- What you should do
Find the line below with "middle pip: (453, 215)" and the line with "index tip: (122, 165)". Output them and the lines between, exactly, but not the pictures.

_ _ _ _ _

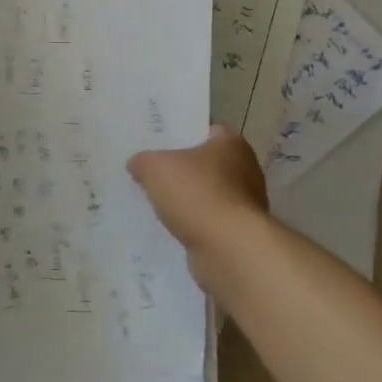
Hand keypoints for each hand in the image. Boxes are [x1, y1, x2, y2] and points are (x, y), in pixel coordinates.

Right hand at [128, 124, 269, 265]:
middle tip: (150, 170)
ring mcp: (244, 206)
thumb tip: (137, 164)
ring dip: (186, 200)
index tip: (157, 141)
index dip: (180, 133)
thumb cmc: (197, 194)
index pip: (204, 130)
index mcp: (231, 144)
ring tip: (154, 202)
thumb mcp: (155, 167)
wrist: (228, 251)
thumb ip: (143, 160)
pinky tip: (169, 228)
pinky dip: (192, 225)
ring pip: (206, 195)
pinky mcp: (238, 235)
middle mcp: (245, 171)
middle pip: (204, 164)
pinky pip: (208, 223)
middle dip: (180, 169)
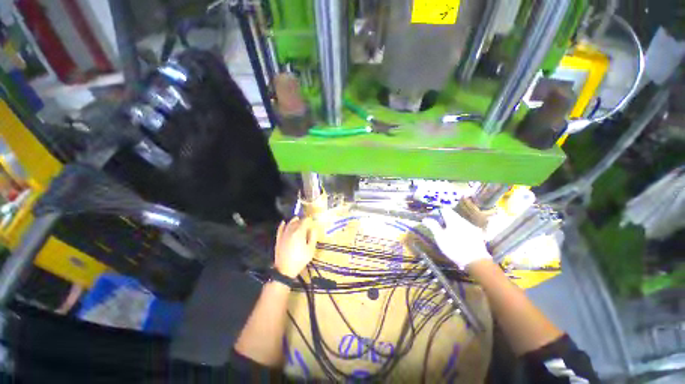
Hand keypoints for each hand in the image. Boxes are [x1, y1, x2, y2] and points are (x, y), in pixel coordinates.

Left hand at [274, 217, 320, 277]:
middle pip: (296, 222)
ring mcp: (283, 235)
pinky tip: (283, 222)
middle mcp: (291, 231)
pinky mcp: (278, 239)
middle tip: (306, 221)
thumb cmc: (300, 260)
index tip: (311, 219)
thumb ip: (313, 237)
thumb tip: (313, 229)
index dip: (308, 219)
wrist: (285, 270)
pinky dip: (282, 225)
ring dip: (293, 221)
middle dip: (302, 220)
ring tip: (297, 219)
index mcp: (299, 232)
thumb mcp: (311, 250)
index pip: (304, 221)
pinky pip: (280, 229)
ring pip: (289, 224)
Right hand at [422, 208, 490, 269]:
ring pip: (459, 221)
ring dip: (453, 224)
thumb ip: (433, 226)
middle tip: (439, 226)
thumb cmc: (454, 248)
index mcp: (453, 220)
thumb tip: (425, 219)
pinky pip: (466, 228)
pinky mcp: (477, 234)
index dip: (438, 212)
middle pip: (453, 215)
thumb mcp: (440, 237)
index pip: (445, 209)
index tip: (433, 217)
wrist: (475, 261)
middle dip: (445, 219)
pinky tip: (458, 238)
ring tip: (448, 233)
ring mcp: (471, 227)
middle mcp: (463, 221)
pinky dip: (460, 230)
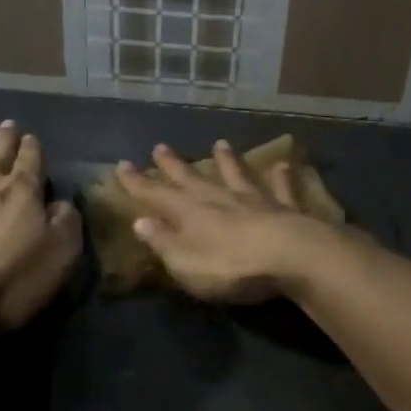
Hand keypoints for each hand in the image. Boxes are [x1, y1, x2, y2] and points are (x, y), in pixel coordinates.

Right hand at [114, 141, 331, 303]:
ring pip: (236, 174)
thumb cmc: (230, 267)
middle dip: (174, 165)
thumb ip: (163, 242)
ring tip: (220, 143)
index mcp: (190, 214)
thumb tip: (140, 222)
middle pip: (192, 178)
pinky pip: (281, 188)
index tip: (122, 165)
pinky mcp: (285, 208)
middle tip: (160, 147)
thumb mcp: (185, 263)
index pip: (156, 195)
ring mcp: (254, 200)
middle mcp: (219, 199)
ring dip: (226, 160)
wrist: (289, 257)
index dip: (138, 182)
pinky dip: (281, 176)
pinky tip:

_ _ _ _ _

- Task result
middle pip: (453, 215)
thumb mcp: (440, 237)
index pip: (445, 209)
index tip: (433, 217)
wrist: (475, 261)
middle dip: (445, 219)
pinky tip: (458, 238)
ring tip: (448, 233)
ring mcp: (471, 227)
middle mcp: (463, 221)
pinky dip: (460, 230)
Hand keypoints for each hand in the image. Boxes are [x1, y1, x2, y2] and points are (x, y), in pixel coordinates.

Right hand at [114, 141, 331, 303]:
ring pip: (236, 174)
thumb cmc: (230, 267)
middle dip: (174, 165)
thumb ip: (163, 242)
ring tip: (220, 143)
index mcp: (190, 214)
thumb tip: (140, 222)
middle pip: (192, 178)
pinky pip: (281, 188)
index tip: (122, 165)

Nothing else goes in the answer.